Make an exact copy of the records below, excluding images.
== DATA PROVIDED
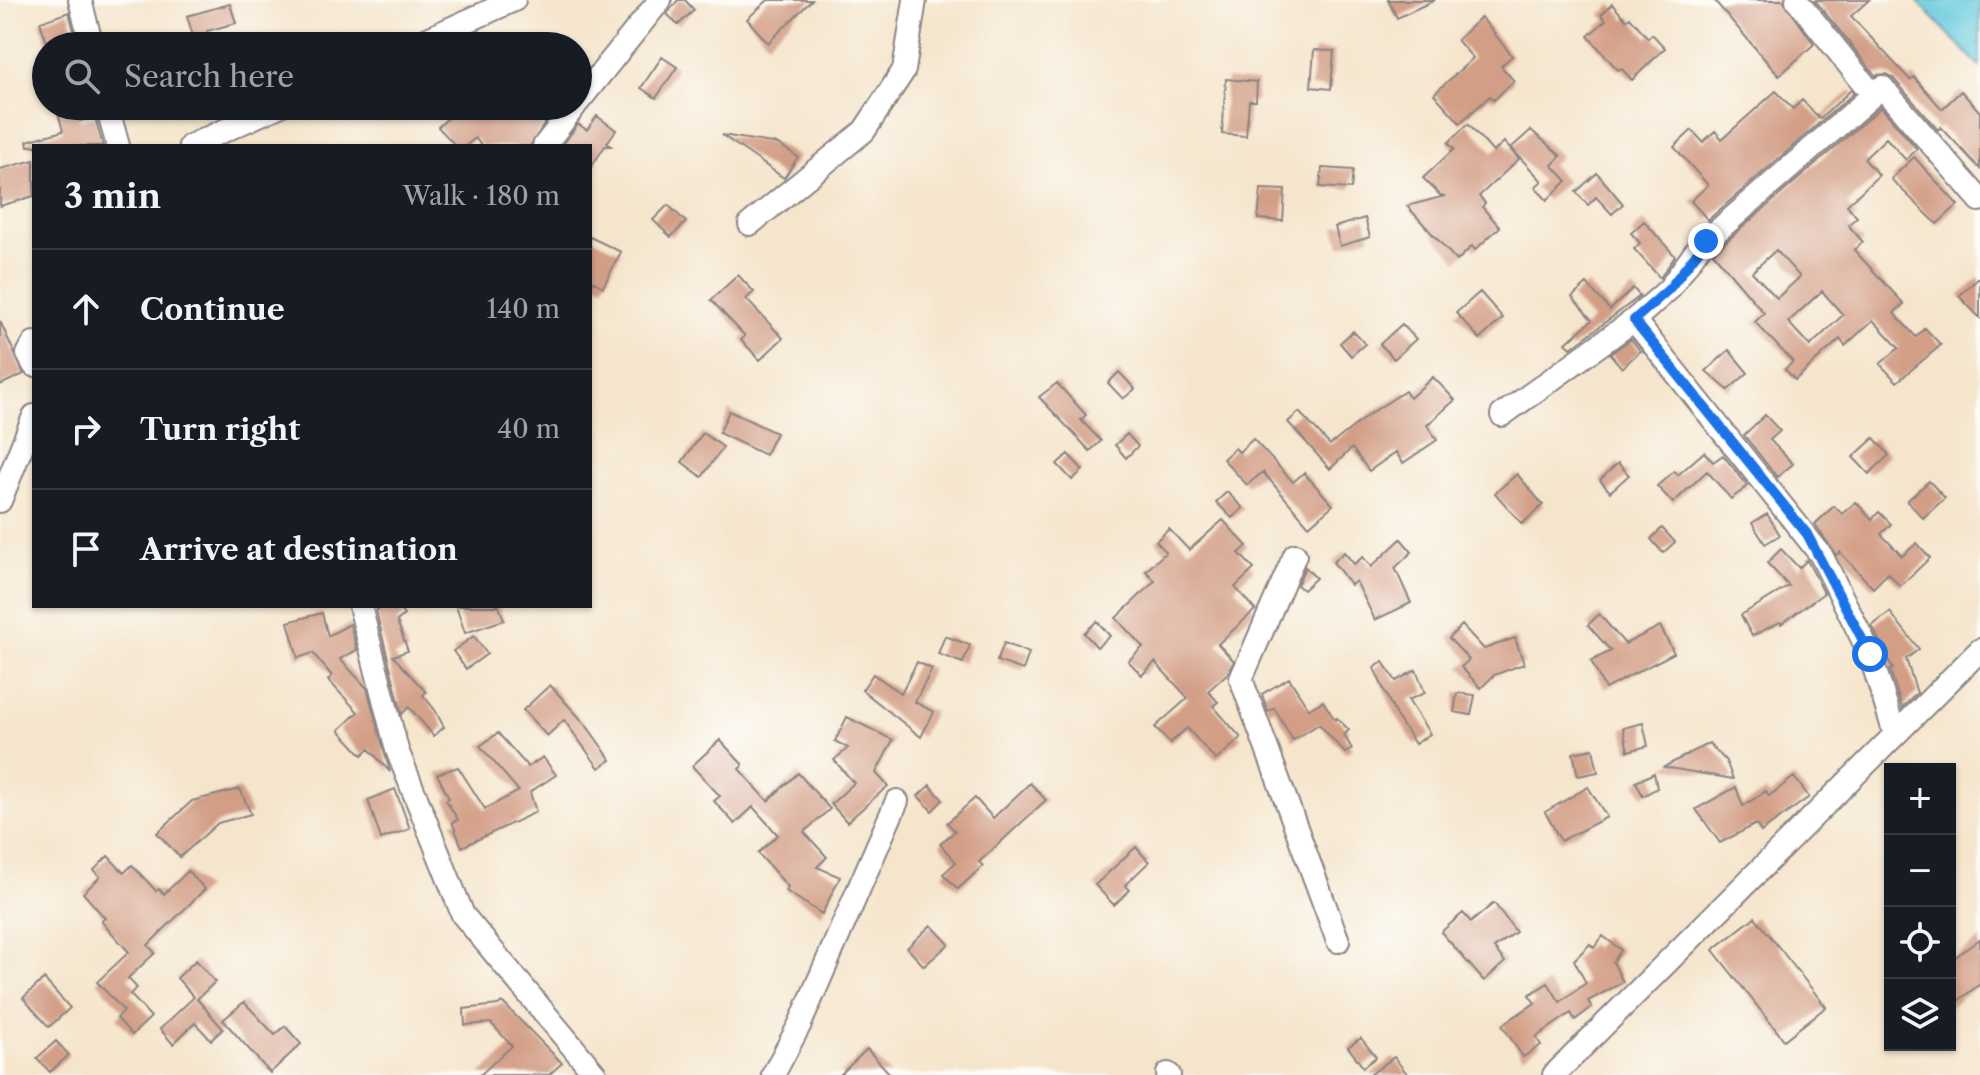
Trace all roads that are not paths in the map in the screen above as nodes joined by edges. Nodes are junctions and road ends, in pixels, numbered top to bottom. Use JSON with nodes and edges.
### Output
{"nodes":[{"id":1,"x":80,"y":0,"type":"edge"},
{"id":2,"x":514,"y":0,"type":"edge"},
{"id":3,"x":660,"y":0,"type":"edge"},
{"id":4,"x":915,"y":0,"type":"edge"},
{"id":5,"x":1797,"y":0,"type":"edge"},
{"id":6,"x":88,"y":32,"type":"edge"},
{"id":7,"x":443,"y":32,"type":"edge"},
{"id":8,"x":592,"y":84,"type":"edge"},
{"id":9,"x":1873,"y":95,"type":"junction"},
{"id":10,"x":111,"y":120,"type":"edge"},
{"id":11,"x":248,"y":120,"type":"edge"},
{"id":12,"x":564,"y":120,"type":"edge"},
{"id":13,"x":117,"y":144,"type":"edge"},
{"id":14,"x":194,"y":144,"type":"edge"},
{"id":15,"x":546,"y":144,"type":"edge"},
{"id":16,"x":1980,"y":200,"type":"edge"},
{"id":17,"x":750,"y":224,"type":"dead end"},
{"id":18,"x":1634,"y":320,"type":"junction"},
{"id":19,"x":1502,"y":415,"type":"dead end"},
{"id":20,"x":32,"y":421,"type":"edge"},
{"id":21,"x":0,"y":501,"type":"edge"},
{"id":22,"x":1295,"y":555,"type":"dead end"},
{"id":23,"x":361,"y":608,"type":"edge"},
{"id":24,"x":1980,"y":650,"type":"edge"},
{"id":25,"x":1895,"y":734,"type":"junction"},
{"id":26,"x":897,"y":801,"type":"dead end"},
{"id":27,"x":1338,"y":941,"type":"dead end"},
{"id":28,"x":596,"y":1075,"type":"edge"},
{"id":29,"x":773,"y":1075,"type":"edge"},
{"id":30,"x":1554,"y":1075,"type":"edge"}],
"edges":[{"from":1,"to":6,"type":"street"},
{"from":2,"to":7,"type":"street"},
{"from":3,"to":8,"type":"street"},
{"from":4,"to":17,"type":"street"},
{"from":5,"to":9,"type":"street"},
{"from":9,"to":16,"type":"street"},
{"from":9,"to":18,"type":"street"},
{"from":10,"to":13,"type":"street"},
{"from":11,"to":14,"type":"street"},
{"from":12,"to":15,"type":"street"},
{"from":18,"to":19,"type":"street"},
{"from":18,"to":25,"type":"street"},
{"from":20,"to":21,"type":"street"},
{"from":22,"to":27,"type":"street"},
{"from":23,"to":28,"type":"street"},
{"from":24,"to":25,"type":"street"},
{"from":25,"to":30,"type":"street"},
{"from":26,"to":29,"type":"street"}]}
====
> _RESPONSE FOR THIS EXERCISE_
Trace all roads that are not paths in the map in the screen above as nodes joined by edges. Nodes are junctions and road ends, in pixels, numbered top to bottom. Use JSON with nodes and edges.
### Output
{"nodes":[{"id":1,"x":80,"y":0,"type":"edge"},
{"id":2,"x":514,"y":0,"type":"edge"},
{"id":3,"x":660,"y":0,"type":"edge"},
{"id":4,"x":915,"y":0,"type":"edge"},
{"id":5,"x":1797,"y":0,"type":"edge"},
{"id":6,"x":88,"y":32,"type":"edge"},
{"id":7,"x":443,"y":32,"type":"edge"},
{"id":8,"x":592,"y":84,"type":"edge"},
{"id":9,"x":1873,"y":95,"type":"junction"},
{"id":10,"x":111,"y":120,"type":"edge"},
{"id":11,"x":248,"y":120,"type":"edge"},
{"id":12,"x":564,"y":120,"type":"edge"},
{"id":13,"x":117,"y":144,"type":"edge"},
{"id":14,"x":194,"y":144,"type":"edge"},
{"id":15,"x":546,"y":144,"type":"edge"},
{"id":16,"x":1980,"y":200,"type":"edge"},
{"id":17,"x":750,"y":224,"type":"dead end"},
{"id":18,"x":1634,"y":320,"type":"junction"},
{"id":19,"x":1502,"y":415,"type":"dead end"},
{"id":20,"x":32,"y":421,"type":"edge"},
{"id":21,"x":0,"y":501,"type":"edge"},
{"id":22,"x":1295,"y":555,"type":"dead end"},
{"id":23,"x":361,"y":608,"type":"edge"},
{"id":24,"x":1980,"y":650,"type":"edge"},
{"id":25,"x":1895,"y":734,"type":"junction"},
{"id":26,"x":897,"y":801,"type":"dead end"},
{"id":27,"x":1338,"y":941,"type":"dead end"},
{"id":28,"x":596,"y":1075,"type":"edge"},
{"id":29,"x":773,"y":1075,"type":"edge"},
{"id":30,"x":1554,"y":1075,"type":"edge"}],
"edges":[{"from":1,"to":6,"type":"street"},
{"from":2,"to":7,"type":"street"},
{"from":3,"to":8,"type":"street"},
{"from":4,"to":17,"type":"street"},
{"from":5,"to":9,"type":"street"},
{"from":9,"to":16,"type":"street"},
{"from":9,"to":18,"type":"street"},
{"from":10,"to":13,"type":"street"},
{"from":11,"to":14,"type":"street"},
{"from":12,"to":15,"type":"street"},
{"from":18,"to":19,"type":"street"},
{"from":18,"to":25,"type":"street"},
{"from":20,"to":21,"type":"street"},
{"from":22,"to":27,"type":"street"},
{"from":23,"to":28,"type":"street"},
{"from":24,"to":25,"type":"street"},
{"from":25,"to":30,"type":"street"},
{"from":26,"to":29,"type":"street"}]}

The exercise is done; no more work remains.